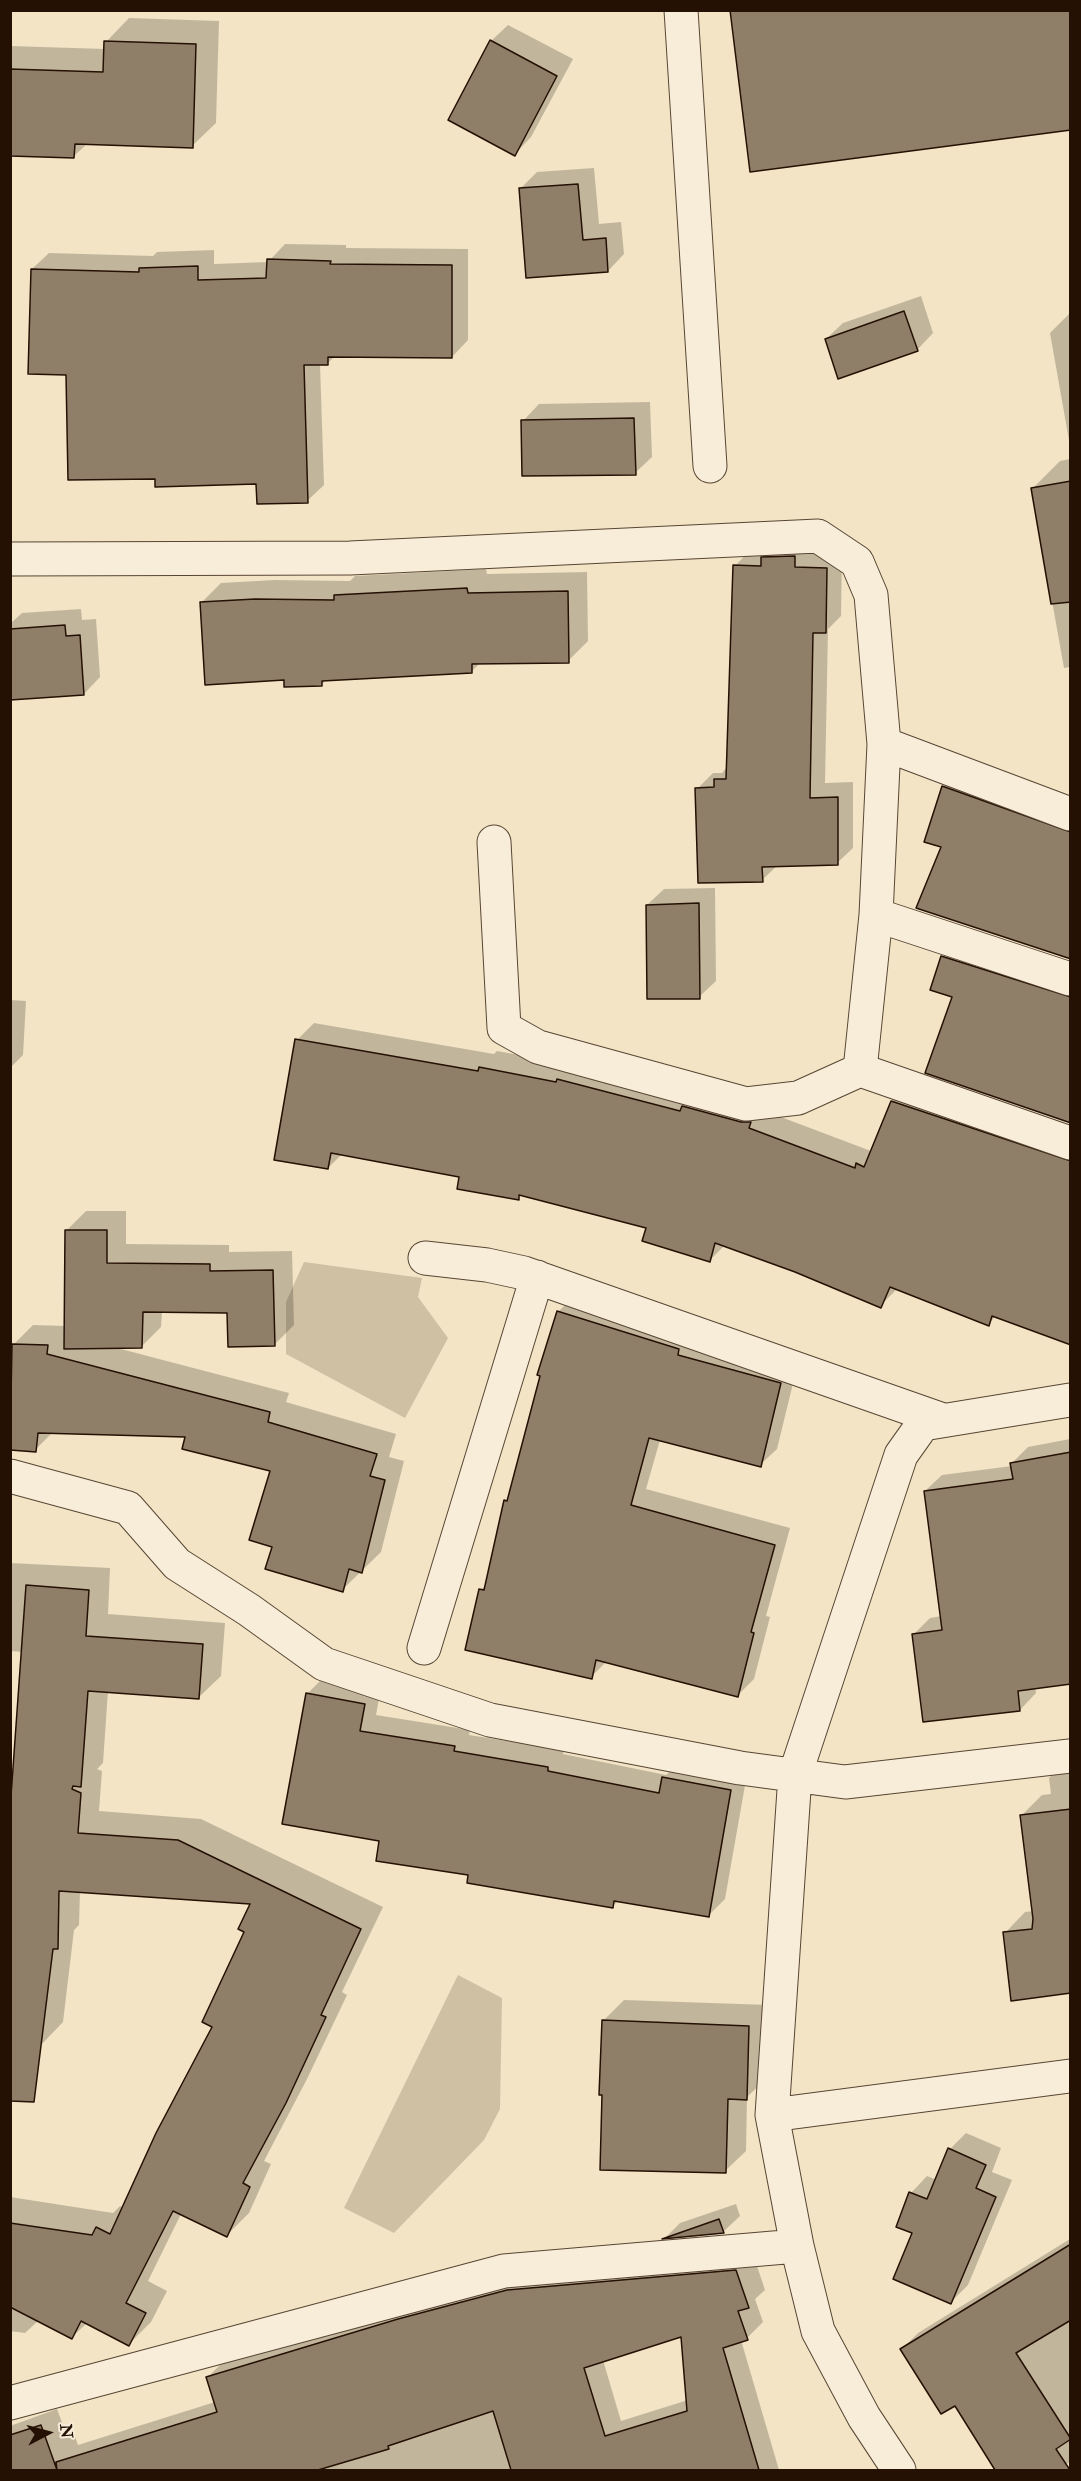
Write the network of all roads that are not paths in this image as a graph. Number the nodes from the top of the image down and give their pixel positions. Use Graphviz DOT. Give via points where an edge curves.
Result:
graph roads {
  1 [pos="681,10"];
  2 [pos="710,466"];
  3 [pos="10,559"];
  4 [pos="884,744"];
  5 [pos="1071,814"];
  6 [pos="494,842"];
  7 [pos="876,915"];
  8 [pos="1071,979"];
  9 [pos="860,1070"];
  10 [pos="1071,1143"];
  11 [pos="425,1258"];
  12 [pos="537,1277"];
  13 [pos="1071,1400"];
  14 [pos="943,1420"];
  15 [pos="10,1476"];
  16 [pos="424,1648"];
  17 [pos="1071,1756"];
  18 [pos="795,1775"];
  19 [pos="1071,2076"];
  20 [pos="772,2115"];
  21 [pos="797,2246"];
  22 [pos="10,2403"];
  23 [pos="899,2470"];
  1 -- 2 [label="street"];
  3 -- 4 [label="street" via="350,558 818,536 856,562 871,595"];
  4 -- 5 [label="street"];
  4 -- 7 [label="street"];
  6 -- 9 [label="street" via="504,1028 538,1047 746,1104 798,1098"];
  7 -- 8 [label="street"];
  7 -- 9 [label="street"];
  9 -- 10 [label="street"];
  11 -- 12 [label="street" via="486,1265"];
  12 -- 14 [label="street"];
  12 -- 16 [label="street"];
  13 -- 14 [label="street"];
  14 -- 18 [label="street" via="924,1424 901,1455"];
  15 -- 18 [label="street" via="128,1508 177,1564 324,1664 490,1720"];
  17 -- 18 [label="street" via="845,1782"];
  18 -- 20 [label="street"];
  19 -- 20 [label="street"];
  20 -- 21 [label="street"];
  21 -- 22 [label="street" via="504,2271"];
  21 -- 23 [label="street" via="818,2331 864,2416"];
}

_Problem requirements_
Each entry is to be given again exactly as it stands, with its pictures removed.

_Exercise response_
Write the network of all roads that are not paths in this image as a graph. Number the nodes from the top of the image down and give their pixel positions. Use Graphviz DOT. Give via points where an edge curves.
Result:
graph roads {
  1 [pos="681,10"];
  2 [pos="710,466"];
  3 [pos="10,559"];
  4 [pos="884,744"];
  5 [pos="1071,814"];
  6 [pos="494,842"];
  7 [pos="876,915"];
  8 [pos="1071,979"];
  9 [pos="860,1070"];
  10 [pos="1071,1143"];
  11 [pos="425,1258"];
  12 [pos="537,1277"];
  13 [pos="1071,1400"];
  14 [pos="943,1420"];
  15 [pos="10,1476"];
  16 [pos="424,1648"];
  17 [pos="1071,1756"];
  18 [pos="795,1775"];
  19 [pos="1071,2076"];
  20 [pos="772,2115"];
  21 [pos="797,2246"];
  22 [pos="10,2403"];
  23 [pos="899,2470"];
  1 -- 2 [label="street"];
  3 -- 4 [label="street" via="350,558 818,536 856,562 871,595"];
  4 -- 5 [label="street"];
  4 -- 7 [label="street"];
  6 -- 9 [label="street" via="504,1028 538,1047 746,1104 798,1098"];
  7 -- 8 [label="street"];
  7 -- 9 [label="street"];
  9 -- 10 [label="street"];
  11 -- 12 [label="street" via="486,1265"];
  12 -- 14 [label="street"];
  12 -- 16 [label="street"];
  13 -- 14 [label="street"];
  14 -- 18 [label="street" via="924,1424 901,1455"];
  15 -- 18 [label="street" via="128,1508 177,1564 324,1664 490,1720"];
  17 -- 18 [label="street" via="845,1782"];
  18 -- 20 [label="street"];
  19 -- 20 [label="street"];
  20 -- 21 [label="street"];
  21 -- 22 [label="street" via="504,2271"];
  21 -- 23 [label="street" via="818,2331 864,2416"];
}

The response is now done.